WORK INSTRUCTION → The required output is the lines below from the line containing "Left hand at" to the line containing "middle pip: (1322, 872)", inclusive, retyped exactly. No other lines belong in it.

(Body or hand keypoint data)
• • • •

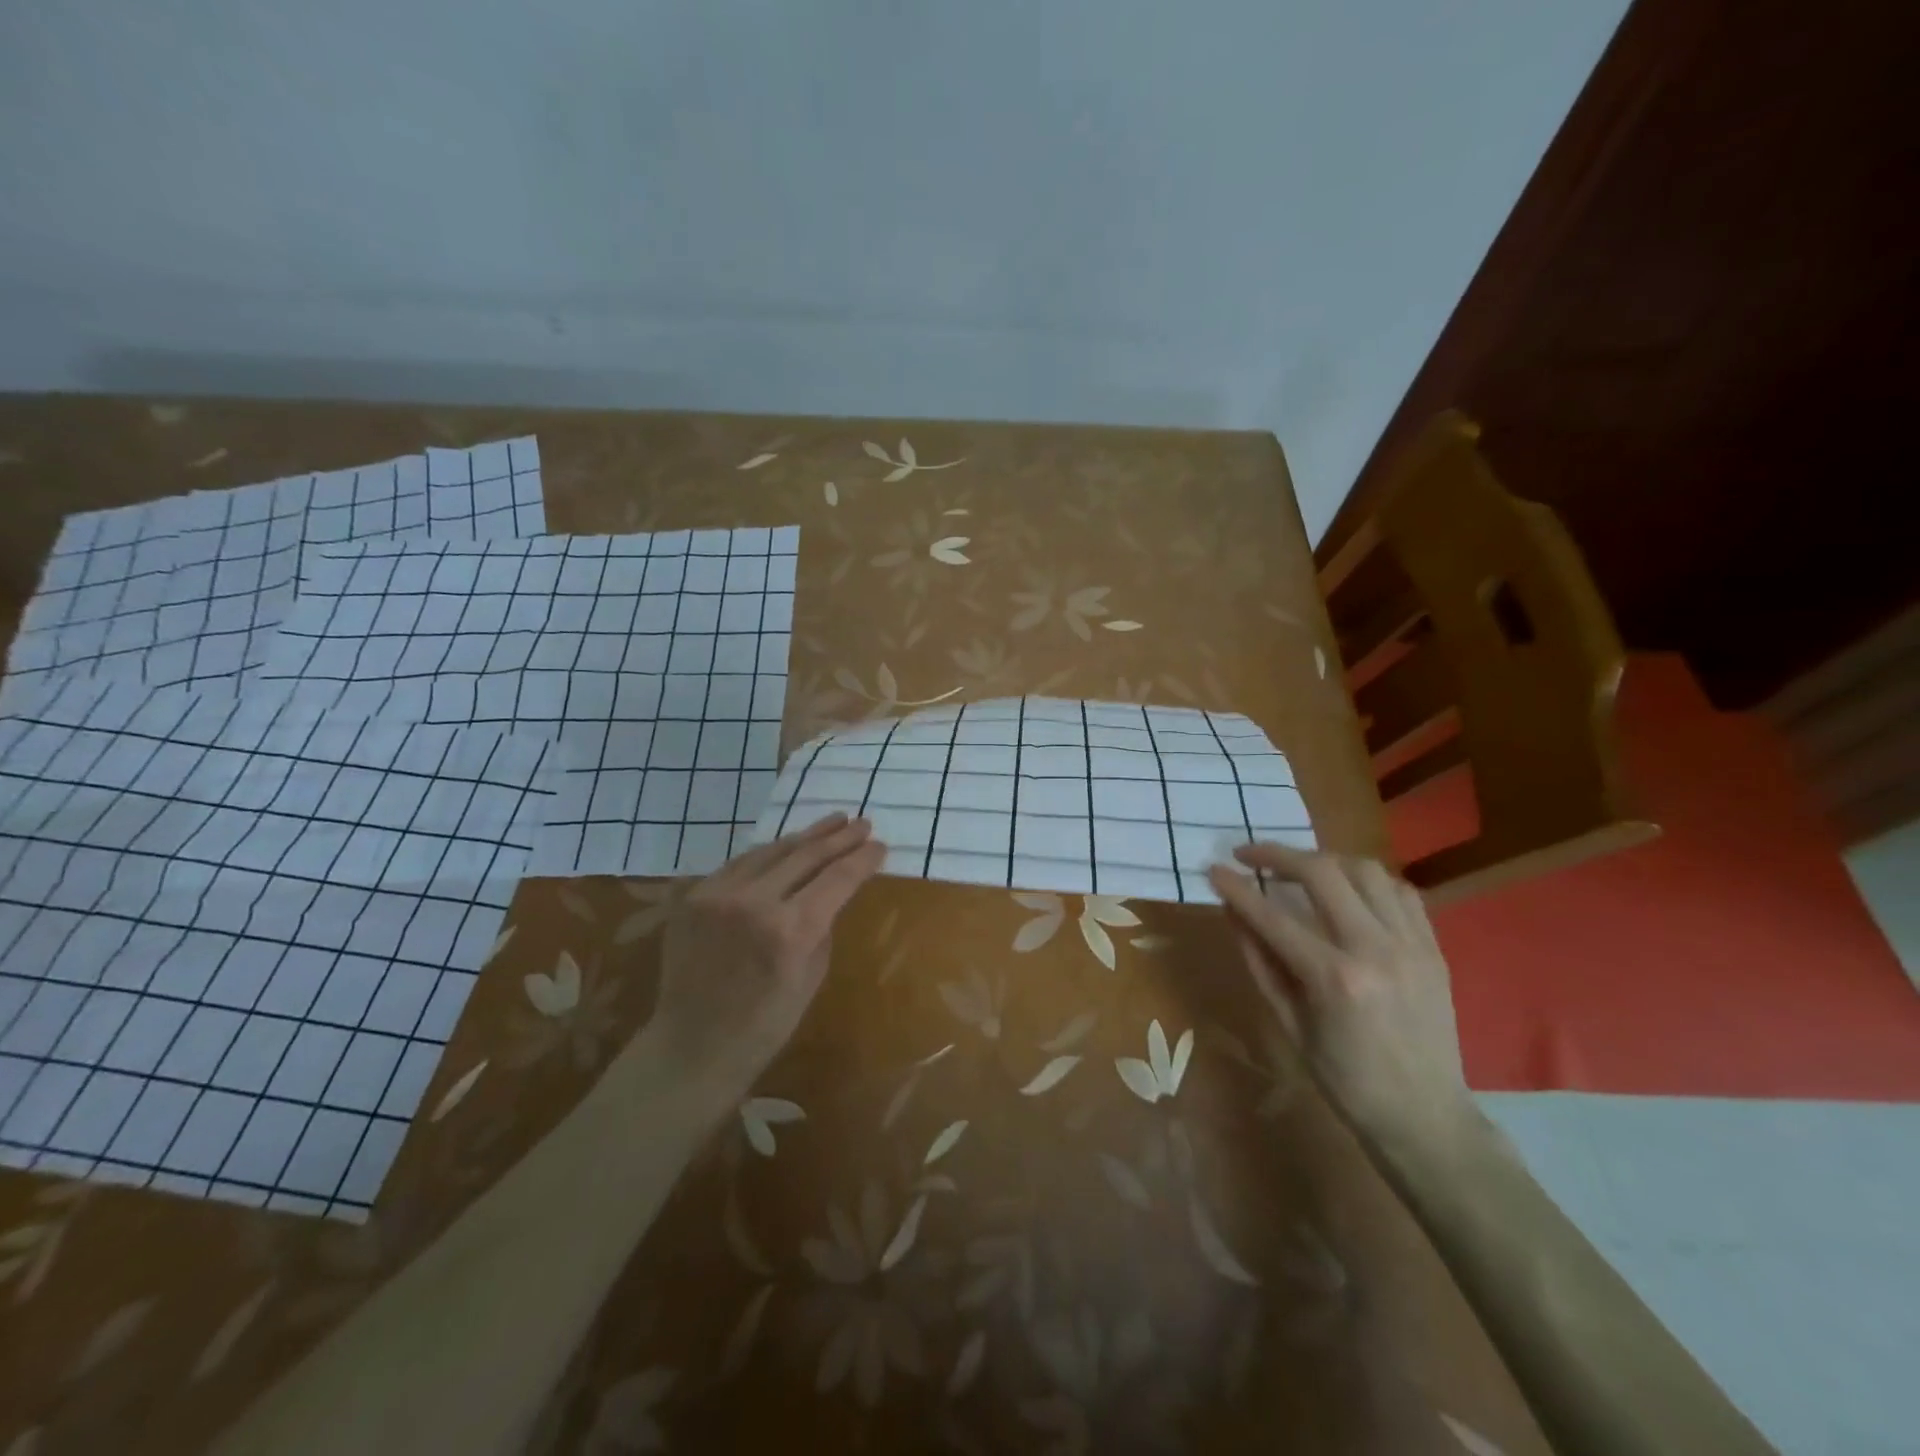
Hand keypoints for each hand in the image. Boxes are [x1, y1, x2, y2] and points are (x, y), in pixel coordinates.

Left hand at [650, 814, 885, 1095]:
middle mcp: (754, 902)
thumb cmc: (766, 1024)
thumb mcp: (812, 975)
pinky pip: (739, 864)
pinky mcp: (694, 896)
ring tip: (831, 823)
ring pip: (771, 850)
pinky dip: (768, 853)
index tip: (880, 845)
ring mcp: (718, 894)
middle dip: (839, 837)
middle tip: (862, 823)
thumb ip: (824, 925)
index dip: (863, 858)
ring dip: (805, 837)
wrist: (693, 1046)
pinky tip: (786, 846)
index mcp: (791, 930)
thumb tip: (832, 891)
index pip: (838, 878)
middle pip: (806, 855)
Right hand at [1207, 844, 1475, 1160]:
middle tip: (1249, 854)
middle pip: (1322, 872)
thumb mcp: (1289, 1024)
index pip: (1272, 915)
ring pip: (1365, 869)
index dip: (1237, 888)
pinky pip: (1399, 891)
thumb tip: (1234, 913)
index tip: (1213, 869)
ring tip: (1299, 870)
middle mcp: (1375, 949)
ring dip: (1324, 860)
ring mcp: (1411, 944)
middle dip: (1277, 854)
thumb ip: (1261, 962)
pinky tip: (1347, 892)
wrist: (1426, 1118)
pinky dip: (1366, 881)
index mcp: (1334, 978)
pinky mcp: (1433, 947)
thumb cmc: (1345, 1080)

• • • •

WRITTEN ANSWER →
Left hand at [650, 814, 885, 1095]:
middle mcp: (754, 902)
thumb cmc: (766, 1024)
thumb mcp: (812, 975)
pinky pip: (739, 864)
pinky mcp: (694, 896)
ring tip: (831, 823)
ring pip: (771, 850)
pinky dip: (768, 853)
index tip: (880, 845)
ring mcp: (718, 894)
middle dip: (839, 837)
middle tip: (862, 823)
thumb ip: (824, 925)
index dip: (863, 858)
ring dip: (805, 837)
wrist: (693, 1046)
pinky tip: (786, 846)
index mcp: (791, 930)
thumb tip: (832, 891)
index pip: (838, 878)
middle pip: (806, 855)
Right hand at [1207, 844, 1475, 1160]:
middle tip: (1249, 854)
middle pip: (1322, 872)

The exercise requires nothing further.